The problem:
Scan the material for the string "Chilubi" and copy out every line in which it occurs.

Extracted information:

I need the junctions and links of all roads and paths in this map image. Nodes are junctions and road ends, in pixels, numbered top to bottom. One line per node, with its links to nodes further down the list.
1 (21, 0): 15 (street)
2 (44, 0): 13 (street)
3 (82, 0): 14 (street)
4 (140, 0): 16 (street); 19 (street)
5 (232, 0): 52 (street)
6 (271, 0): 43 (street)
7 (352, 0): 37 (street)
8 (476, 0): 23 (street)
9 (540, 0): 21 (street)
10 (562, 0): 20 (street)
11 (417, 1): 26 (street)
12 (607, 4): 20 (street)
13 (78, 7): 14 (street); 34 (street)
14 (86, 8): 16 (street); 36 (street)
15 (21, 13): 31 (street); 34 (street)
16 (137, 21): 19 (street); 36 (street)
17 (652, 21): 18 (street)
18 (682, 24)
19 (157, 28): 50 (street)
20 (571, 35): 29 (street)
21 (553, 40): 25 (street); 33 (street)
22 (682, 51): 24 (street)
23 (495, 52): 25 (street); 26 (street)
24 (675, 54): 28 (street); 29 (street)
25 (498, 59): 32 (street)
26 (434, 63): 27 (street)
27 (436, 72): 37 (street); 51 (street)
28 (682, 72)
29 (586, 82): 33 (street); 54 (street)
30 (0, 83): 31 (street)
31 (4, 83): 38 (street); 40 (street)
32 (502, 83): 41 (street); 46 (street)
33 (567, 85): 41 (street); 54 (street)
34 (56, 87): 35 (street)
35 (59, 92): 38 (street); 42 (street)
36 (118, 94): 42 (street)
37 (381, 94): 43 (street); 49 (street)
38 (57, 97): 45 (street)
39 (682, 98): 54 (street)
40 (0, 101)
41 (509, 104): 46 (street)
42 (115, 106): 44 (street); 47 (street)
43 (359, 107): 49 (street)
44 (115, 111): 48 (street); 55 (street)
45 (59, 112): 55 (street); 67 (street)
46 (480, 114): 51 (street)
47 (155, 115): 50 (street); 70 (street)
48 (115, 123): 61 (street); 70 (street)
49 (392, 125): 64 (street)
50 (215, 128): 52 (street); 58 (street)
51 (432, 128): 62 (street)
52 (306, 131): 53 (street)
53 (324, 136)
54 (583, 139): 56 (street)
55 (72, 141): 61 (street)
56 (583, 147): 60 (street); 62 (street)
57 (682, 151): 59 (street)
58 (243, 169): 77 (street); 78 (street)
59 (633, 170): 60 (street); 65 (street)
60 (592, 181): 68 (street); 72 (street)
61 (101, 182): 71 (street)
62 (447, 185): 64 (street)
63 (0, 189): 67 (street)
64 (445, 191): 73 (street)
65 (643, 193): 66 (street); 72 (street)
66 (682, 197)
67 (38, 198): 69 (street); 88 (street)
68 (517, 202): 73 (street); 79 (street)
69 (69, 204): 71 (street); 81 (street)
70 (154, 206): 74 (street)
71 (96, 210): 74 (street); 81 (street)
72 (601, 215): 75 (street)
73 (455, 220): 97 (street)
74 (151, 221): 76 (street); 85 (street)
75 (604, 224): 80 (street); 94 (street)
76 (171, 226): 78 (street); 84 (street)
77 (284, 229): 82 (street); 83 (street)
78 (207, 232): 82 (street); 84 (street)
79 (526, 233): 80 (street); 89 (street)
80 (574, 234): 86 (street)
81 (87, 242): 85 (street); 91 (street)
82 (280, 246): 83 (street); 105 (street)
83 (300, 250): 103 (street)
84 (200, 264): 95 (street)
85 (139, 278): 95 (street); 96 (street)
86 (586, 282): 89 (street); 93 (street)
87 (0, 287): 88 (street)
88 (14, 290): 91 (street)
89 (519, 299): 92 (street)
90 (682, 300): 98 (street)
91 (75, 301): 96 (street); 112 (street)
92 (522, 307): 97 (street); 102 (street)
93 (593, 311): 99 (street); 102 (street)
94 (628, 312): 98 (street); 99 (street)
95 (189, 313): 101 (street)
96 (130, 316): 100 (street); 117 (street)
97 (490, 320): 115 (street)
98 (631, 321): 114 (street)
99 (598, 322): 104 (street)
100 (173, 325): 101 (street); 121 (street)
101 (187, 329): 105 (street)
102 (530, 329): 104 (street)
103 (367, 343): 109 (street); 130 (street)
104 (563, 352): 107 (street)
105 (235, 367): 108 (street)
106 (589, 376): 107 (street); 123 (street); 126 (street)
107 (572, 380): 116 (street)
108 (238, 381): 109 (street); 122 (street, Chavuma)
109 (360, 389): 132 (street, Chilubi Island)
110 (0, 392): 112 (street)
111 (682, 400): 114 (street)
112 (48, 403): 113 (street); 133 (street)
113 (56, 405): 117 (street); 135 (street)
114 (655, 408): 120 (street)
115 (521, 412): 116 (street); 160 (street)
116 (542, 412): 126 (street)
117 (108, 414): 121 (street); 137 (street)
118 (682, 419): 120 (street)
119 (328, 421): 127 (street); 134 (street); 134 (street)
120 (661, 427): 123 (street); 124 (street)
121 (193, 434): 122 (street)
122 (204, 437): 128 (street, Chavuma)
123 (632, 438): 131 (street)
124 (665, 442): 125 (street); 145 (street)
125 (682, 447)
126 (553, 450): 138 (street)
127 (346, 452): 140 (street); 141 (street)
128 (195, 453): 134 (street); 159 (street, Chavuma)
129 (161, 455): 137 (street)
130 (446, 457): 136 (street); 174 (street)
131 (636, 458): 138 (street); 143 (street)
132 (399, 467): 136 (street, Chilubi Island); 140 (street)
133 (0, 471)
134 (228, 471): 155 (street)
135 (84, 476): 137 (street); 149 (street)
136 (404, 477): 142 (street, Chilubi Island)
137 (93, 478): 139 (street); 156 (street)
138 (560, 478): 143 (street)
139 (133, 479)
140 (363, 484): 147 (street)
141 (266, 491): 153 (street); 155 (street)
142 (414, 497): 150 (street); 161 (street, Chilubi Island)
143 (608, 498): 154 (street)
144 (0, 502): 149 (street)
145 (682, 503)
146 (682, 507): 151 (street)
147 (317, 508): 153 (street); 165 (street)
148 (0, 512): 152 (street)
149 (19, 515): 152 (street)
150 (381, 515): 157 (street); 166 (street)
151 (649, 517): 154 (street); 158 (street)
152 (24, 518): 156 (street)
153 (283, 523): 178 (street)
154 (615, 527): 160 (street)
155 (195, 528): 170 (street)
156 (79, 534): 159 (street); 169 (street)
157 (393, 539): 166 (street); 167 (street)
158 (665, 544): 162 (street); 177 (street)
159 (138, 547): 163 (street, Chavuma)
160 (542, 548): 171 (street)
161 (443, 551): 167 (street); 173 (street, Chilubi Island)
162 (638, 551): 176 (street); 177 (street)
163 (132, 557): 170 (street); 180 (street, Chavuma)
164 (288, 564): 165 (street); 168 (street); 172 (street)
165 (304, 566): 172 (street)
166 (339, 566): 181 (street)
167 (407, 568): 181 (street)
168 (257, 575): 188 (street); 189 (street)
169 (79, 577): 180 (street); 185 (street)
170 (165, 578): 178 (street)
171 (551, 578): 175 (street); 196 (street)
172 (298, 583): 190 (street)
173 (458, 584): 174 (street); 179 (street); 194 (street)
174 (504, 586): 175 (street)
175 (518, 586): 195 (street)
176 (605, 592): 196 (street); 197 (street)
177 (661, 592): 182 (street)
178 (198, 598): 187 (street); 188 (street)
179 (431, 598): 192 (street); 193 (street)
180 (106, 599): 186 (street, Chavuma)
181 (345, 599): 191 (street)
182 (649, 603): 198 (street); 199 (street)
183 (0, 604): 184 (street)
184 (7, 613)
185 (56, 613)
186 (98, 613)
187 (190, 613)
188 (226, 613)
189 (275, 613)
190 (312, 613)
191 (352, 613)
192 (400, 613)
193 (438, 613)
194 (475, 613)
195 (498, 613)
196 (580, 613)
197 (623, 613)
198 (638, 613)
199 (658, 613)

Solution:
109 (360, 389): 132 (street, Chilubi Island)
132 (399, 467): 136 (street, Chilubi Island); 140 (street)
136 (404, 477): 142 (street, Chilubi Island)
142 (414, 497): 150 (street); 161 (street, Chilubi Island)
161 (443, 551): 167 (street); 173 (street, Chilubi Island)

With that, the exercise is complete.